Umschwung in der Steuersenkungspartei? FDP-Generalsekretär Lindner rückt von der umstrittenen Hotel-Steuer ab. Kanzlerin Merkel will jedoch daran festhalten - und warnt vor neuem Krach in der Koalition.

Es war der erste Sündenfall der FDP. Die Partei geriet in schweres Fahrwasser und konnte sich seitdem nicht mehr daraus befreien: Der Entschluss zusammen mit der Union die Mehrwertsteuer für Hotels von 19 Prozent auf den ermäßigten Satz von sieben Prozent zu senken, stieß Anfang des Jahres vor allem in der Bevölkerung, aber auch in den eigenen Reihen auf großes Unverständnis. Der Vorwurf der Klientelpolitik wurde laut, vor allem weil Guido Westerwelles FDP die milliardenschwere Steuerentlastung federführend und mit großer Anstrengung durchgeboxt hatte. Mit dem Vorwurf kämpfen die Liberalen bis heute.

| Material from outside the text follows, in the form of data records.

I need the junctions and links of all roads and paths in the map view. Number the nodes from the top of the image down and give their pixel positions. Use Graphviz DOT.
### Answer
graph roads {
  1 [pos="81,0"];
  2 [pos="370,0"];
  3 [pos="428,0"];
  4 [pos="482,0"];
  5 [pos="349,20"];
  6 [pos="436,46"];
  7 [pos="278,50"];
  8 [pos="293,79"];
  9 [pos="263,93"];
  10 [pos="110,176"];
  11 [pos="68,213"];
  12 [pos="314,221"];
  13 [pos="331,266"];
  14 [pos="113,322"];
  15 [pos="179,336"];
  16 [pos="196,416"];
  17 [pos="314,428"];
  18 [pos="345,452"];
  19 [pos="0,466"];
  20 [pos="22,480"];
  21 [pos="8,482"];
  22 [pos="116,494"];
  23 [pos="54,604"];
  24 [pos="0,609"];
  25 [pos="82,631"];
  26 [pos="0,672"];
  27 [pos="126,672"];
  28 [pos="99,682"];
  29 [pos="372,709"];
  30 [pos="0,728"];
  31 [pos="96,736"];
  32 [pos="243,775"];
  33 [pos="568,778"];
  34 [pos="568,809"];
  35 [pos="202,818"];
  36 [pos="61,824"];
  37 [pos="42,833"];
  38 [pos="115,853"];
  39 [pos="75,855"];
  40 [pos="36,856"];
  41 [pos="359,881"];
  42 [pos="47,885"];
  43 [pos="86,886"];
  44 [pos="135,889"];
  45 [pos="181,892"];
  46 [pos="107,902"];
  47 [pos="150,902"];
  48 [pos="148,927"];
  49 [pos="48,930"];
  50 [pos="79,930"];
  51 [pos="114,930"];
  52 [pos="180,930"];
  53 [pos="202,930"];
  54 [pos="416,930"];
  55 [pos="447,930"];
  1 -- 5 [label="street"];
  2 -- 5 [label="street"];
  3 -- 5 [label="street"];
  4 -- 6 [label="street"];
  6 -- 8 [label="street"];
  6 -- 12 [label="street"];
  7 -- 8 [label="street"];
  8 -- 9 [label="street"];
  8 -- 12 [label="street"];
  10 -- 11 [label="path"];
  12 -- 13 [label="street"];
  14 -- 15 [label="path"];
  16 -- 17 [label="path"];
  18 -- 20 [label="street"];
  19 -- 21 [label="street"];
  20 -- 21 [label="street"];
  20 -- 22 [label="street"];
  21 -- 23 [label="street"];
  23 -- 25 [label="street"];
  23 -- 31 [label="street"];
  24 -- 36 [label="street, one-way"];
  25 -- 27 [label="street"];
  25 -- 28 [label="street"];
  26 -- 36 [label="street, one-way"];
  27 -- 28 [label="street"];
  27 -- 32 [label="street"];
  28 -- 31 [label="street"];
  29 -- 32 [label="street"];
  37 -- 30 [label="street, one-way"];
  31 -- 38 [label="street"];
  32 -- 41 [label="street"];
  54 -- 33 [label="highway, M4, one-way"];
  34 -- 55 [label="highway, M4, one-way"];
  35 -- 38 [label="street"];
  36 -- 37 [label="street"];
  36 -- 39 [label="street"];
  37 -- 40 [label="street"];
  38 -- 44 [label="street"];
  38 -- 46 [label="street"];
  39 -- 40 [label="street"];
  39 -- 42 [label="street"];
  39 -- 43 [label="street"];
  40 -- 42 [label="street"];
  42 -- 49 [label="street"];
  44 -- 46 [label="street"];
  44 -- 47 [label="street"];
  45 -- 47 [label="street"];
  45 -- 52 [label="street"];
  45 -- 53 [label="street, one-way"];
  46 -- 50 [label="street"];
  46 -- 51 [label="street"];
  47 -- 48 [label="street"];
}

Lindner bewertet Hotel-Steuer als Fehler

Der Entschluss von Union und FDP, die Mehrwertsteuer für die Hotelbranche zu senken, war heftig umstritten. FDP-Generalsekretär Christian Lindner bewertet jetzt die Hotel-Steuer als Fehler - und fordert eine Reform des gesamten Umsatzsteuersystems.

(Foto: dpa)

Und tatsächlich macht die FDP, die laut neuesten Umfragen nicht einmal mehr fünf Prozent der Wählerstimmen erreichen würde, jetzt offenbar einen Rückzieher. In der Debatte um eine Reform der reduzierten Mehrwertsteuersätze ist der FDP-Generalsekretär Christian Lindner von der umstrittenen Hotel-Steuer abgerückt. "Man hätte aus meiner heutigen Sicht diesen Satz nicht vorab senken sollen, sondern auf die große Reform warten müssen", sagte Lindner am Dienstag im Deutschlandfunk. Es sei der Eindruck entstanden, dass eine Art Sonderregelung geschaffen werde. Lindner drängte stattdessen auf eine Gesamtreform der Mehrwertsteuer. Der "ordnungspolitische Kompass der Koalition" habe hier nicht richtig funktioniert.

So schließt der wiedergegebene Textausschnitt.